[What the exercise asks] Check every line of the entries below for the word "adjacency". Then give the number of lines that have it, with nothing added.

(Items from a data source)
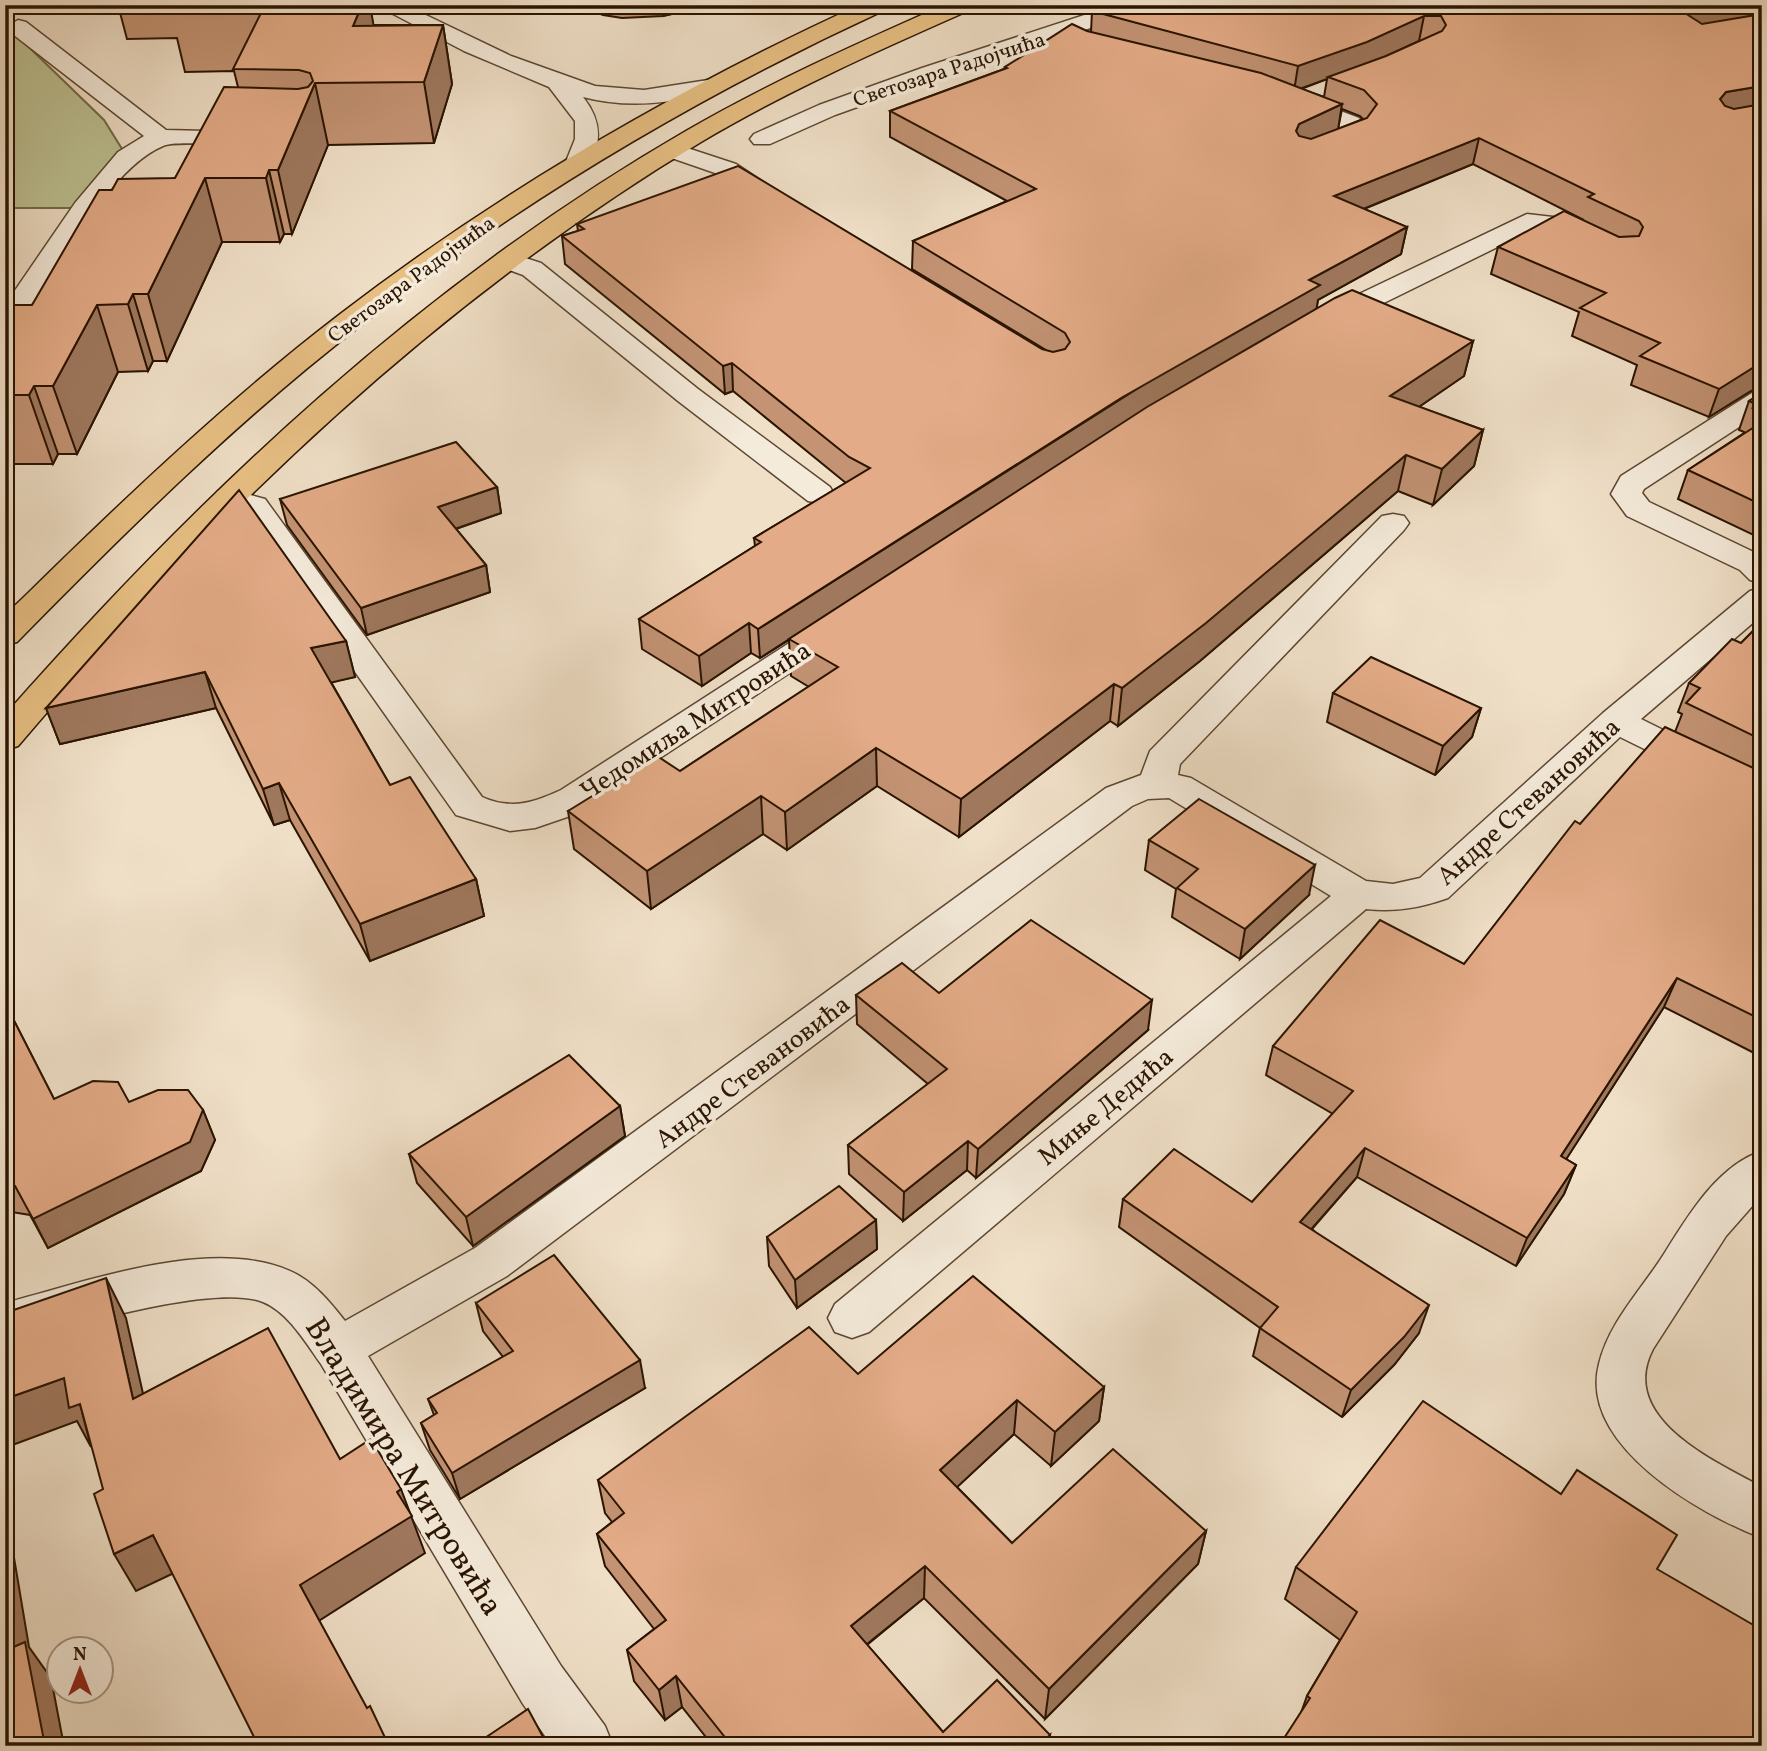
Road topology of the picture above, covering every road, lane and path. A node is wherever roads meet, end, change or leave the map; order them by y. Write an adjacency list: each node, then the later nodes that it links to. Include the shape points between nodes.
1 (388, 5): 8 (street)
2 (877, 5): 9 (main road, Светозара Радојчића)
3 (962, 5): 14 (main road, Светозара Радојчића, via 815,74)
4 (1137, 5): 6 (street, Светозара Радојчића)
5 (18, 27): 11 (street)
6 (1059, 33): 7 (street, Светозара Радојчића); 12 (street, Светозара Радојчића, via 917,78)
7 (1081, 44)
8 (559, 85): 9 (street, via 620,97 671,96); 16 (street, via 589,122 588,143)
9 (708, 87): 16 (main road, Светозара Радојчића)
10 (1334, 87): 15 (street, via 1286,97 1351,123 1357,130 1353,136)
11 (160, 137): 13 (street); 20 (street, via 127,157 84,208)
12 (762, 139)
13 (270, 140)
14 (672, 150): 17 (street, via 727,169); 19 (main road, Светозара Радојчића)
15 (1306, 156)
16 (577, 164): 29 (main road, Светозара Радојчића, via 349,320 180,465)
17 (796, 212)
18 (1611, 252): 21 (street, via 1544,222 1527,222)
19 (506, 260): 23 (street, Светозара Радојчића, via 532,269); 24 (main road, Светозара Радојчића, via 384,356)
20 (5, 326)
21 (1295, 339)
22 (1762, 399): 26 (street, via 1632,483 1626,494 1639,509 1751,563)
23 (819, 495)
24 (229, 498): 28 (street, Чедомиља Митровића, via 254,506 470,806 490,817 530,818 574,799); 31 (main road, Светозара Радојчића, via 126,600)
25 (1393, 523): 32 (street, via 1163,760)
26 (1762, 573)
27 (1762, 598): 30 (street, Андре Стевановића)
28 (863, 610)
29 (5, 635)
30 (1616, 721): 33 (street); 34 (street, Андре Стевановића, via 1434,888 1393,898)
31 (5, 738)
32 (1157, 783): 34 (street, Андре Стевановића, via 1198,797); 38 (street, Андре Стевановића, via 1119,797 491,1262)
33 (1762, 795)
34 (1358, 894): 36 (street, Миње Дедића)
35 (1762, 1169): 39 (street, via 1746,1180 1708,1224 1633,1339 1621,1368 1620,1397 1637,1428 1667,1457)
36 (852, 1318)
37 (5, 1324): 38 (street, Владимира Митровића, via 170,1285 243,1279 273,1284 288,1294)
38 (338, 1349): 40 (street, Владимира Митровића, via 542,1685)
39 (1762, 1514)
40 (585, 1746)

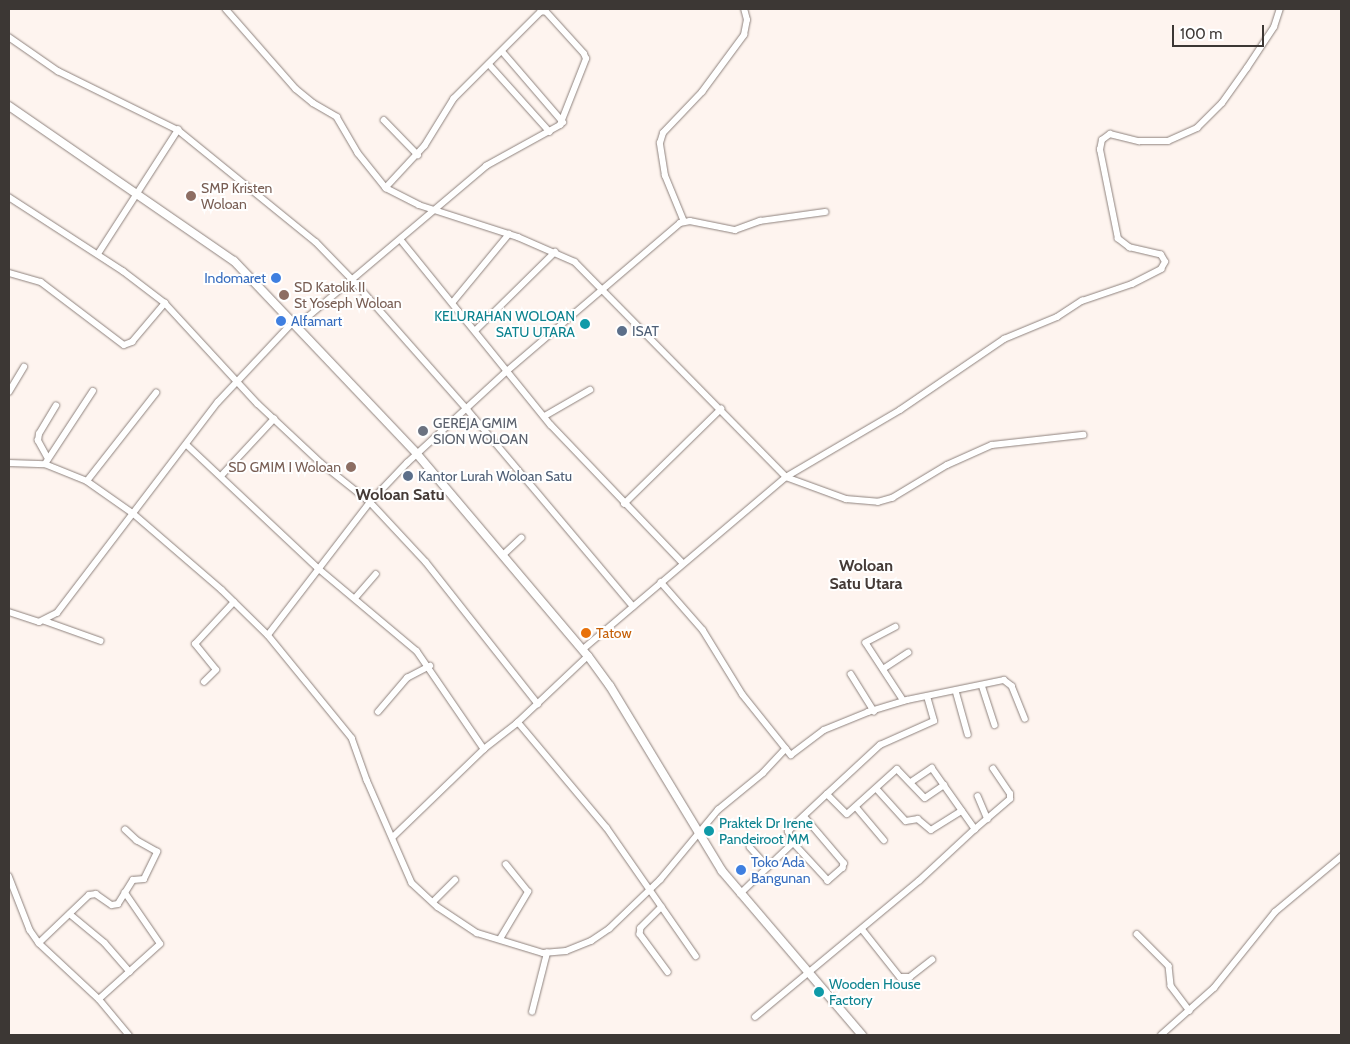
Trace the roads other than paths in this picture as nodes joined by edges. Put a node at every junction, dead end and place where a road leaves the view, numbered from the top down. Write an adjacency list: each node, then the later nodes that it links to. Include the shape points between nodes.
1 (226, 9): 13 (street, via 296,89 313,104 337,117 358,153)
2 (744, 9): 18 (street, via 747,20 744,35 660,142 666,176)
3 (1280, 9): 48 (street, via 1274,27 1247,68 1222,103 1197,128 1168,141 1140,141 1110,134 1102,140 1100,150 1118,239 1130,248 1161,256 1164,262 1161,269 1132,284 1082,301 1057,317 1004,339 900,410)
4 (9, 38): 10 (street, via 58,71)
5 (502, 51): 6 (street); 9 (street); 9 (street, via 544,11 580,49 586,60)
6 (489, 64): 11 (street); 12 (street, via 454,98)
7 (9, 106): 14 (main road)
8 (384, 120): 12 (street)
9 (563, 122): 11 (street)
10 (178, 130): 14 (street); 24 (street, via 316,242)
11 (550, 132): 16 (street, via 501,156)
12 (418, 155): 13 (street)
13 (386, 188): 16 (street)
14 (138, 195): 22 (street); 28 (main road, via 226,254)
15 (9, 197): 22 (street)
16 (433, 210): 19 (street); 20 (street)
17 (825, 212): 18 (street, via 760,220 735,230)
18 (684, 222): 25 (street)
19 (508, 234): 21 (street); 26 (street)
20 (401, 240): 24 (street); 26 (street)
21 (555, 252): 25 (street, via 575,262); 29 (street)
22 (98, 254): 27 (street)
23 (9, 274): 27 (street, via 41,282 124,345 132,342)
24 (352, 279): 28 (street); 38 (street)
25 (604, 288): 31 (street); 39 (street)
26 (453, 302): 29 (street)
27 (165, 303): 32 (street)
28 (295, 324): 32 (street); 44 (main road)
29 (476, 330): 31 (street)
30 (24, 367): 35 (street)
31 (507, 371): 38 (street); 40 (street)
32 (237, 381): 41 (street); 43 (street)
33 (590, 390): 40 (street)
34 (93, 391): 45 (street)
35 (9, 392)
36 (156, 393): 49 (street)
37 (56, 406): 45 (street, via 39,434 38,441)
38 (467, 408): 44 (street); 61 (street)
39 (721, 409): 48 (street); 51 (street)
40 (545, 416): 51 (street)
41 (274, 419): 47 (street); 50 (street, via 345,484)
42 (1083, 435): 48 (street, via 992,445 947,465 892,498 878,502 846,499)
43 (187, 445): 47 (street); 52 (street)
44 (417, 454): 50 (street); 54 (main road)
45 (46, 462): 46 (street); 49 (street)
46 (9, 463)
47 (221, 476): 56 (street)
48 (786, 477): 55 (street)
49 (87, 481): 52 (street)
50 (370, 502): 56 (street); 77 (street, via 426,562)
51 (624, 504): 55 (street)
52 (134, 514): 60 (street); 63 (street, via 61,608)
53 (521, 538): 54 (street)
54 (502, 555): 67 (main road)
55 (683, 563): 58 (street)
56 (318, 568): 59 (street); 65 (street)
57 (376, 574): 59 (street)
58 (661, 582): 61 (street); 85 (street, via 703,630 743,696)
59 (356, 597): 69 (street, via 409,643)
60 (234, 602): 65 (street); 72 (street, via 195,644 216,670)
61 (634, 606): 67 (street)
62 (9, 612): 63 (street, via 31,622)
63 (45, 621): 66 (street)
64 (896, 627): 70 (street, via 866,643)
65 (268, 635): 99 (street, via 352,738)
66 (101, 641)
67 (585, 653): 77 (street); 98 (main road, via 622,704)
68 (908, 653): 70 (street)
69 (430, 666): 79 (street, via 407,678); 84 (street)
70 (883, 669): 76 (street)
71 (851, 674): 78 (street)
72 (204, 682)
73 (982, 685): 74 (street); 80 (street, via 1008,681); 82 (street)
74 (956, 691): 75 (street); 83 (street)
75 (927, 696): 76 (street); 90 (street, via 934,721 880,745)
76 (904, 701): 78 (street)
77 (538, 704): 81 (street)
78 (874, 710): 85 (street, via 824,730 794,754)
79 (378, 712)
80 (1025, 718)
81 (518, 722): 84 (street); 108 (street, via 607,828)
82 (995, 725)
83 (968, 734)
84 (484, 749): 99 (street)
85 (786, 749): 98 (street)
86 (993, 769): 95 (street, via 1010,797 1003,808)
87 (911, 782): 88 (street, via 925,798); 88 (street, via 931,768); 89 (street, via 899,769)
88 (944, 785): 93 (street)
89 (877, 789): 92 (street); 93 (street, via 906,820 918,819 930,830)
90 (827, 794): 92 (street, via 844,813); 94 (street)
91 (978, 796): 95 (street)
92 (856, 808): 100 (street)
93 (962, 811): 96 (street)
94 (804, 816): 101 (street, via 788,832); 101 (street, via 844,867 826,881)
95 (988, 819): 96 (street)
96 (975, 829): 114 (street)
97 (125, 830): 109 (street, via 157,854 144,879 133,880)
98 (697, 833): 108 (street); 110 (main road)
99 (393, 838): 111 (street, via 407,876)
100 (884, 840)
101 (793, 843): 105 (street)
102 (750, 847): 105 (street)
103 (1341, 857): 125 (street, via 1275,912 1250,946)
104 (506, 865): 116 (street, via 525,887 528,898)
105 (768, 867): 110 (street)
106 (9, 876): 117 (street, via 28,925)
107 (454, 880): 111 (street)
108 (650, 889): 112 (street); 118 (street, via 601,935 566,951)
109 (125, 894): 113 (street, via 115,905 92,894); 121 (street, via 160,944)
110 (740, 894): 123 (main road)
111 (433, 902): 116 (street, via 470,930)
112 (662, 907): 119 (street); 122 (street, via 641,928 640,934)
113 (70, 914): 117 (street); 121 (street, via 105,942)
114 (862, 929): 120 (street, via 900,977 910,977); 123 (street)
115 (1137, 934): 125 (street, via 1170,966 1172,986)
116 (500, 939): 118 (street)
117 (39, 943): 124 (street)
118 (547, 953): 126 (street)
119 (696, 956)
120 (932, 960)
121 (130, 972): 124 (street)
122 (668, 972)
123 (810, 972): 127 (street); 129 (main road)
124 (99, 999): 128 (street)
125 (1190, 1011): 130 (street)
126 (532, 1012)
127 (755, 1017)
128 (129, 1035)
129 (862, 1035)
130 (1161, 1035)

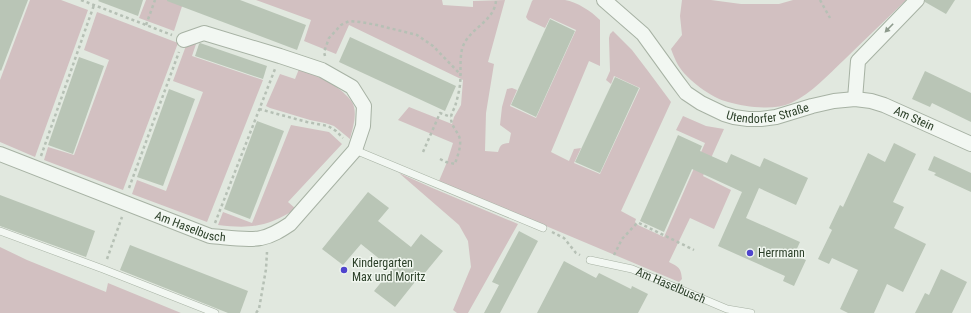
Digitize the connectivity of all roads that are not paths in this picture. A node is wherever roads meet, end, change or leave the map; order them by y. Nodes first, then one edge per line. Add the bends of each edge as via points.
1 (604, 0) edge
2 (917, 0) edge
3 (184, 40) road end
4 (855, 99) junction
5 (971, 144) edge
6 (355, 150) junction
7 (0, 154) edge
8 (543, 228) road end
9 (0, 231) edge
10 (590, 260) road end
11 (215, 313) edge
12 (751, 313) edge

1 - 4 street, Utendorfer Straße via 643,34 686,93 724,114 761,119 812,106
2 -> 4 street via 858,61
3 - 6 street, Am Haselbusch via 204,33 322,70 352,87 364,106 363,126
4 - 5 street, Am Stein via 884,106
6 - 7 street, Am Haselbusch via 290,224 276,233 261,238 210,236
6 - 8 lane
9 - 11 lane
10 - 12 lane, Am Haselbusch via 632,269 727,309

[Completed exercise] 2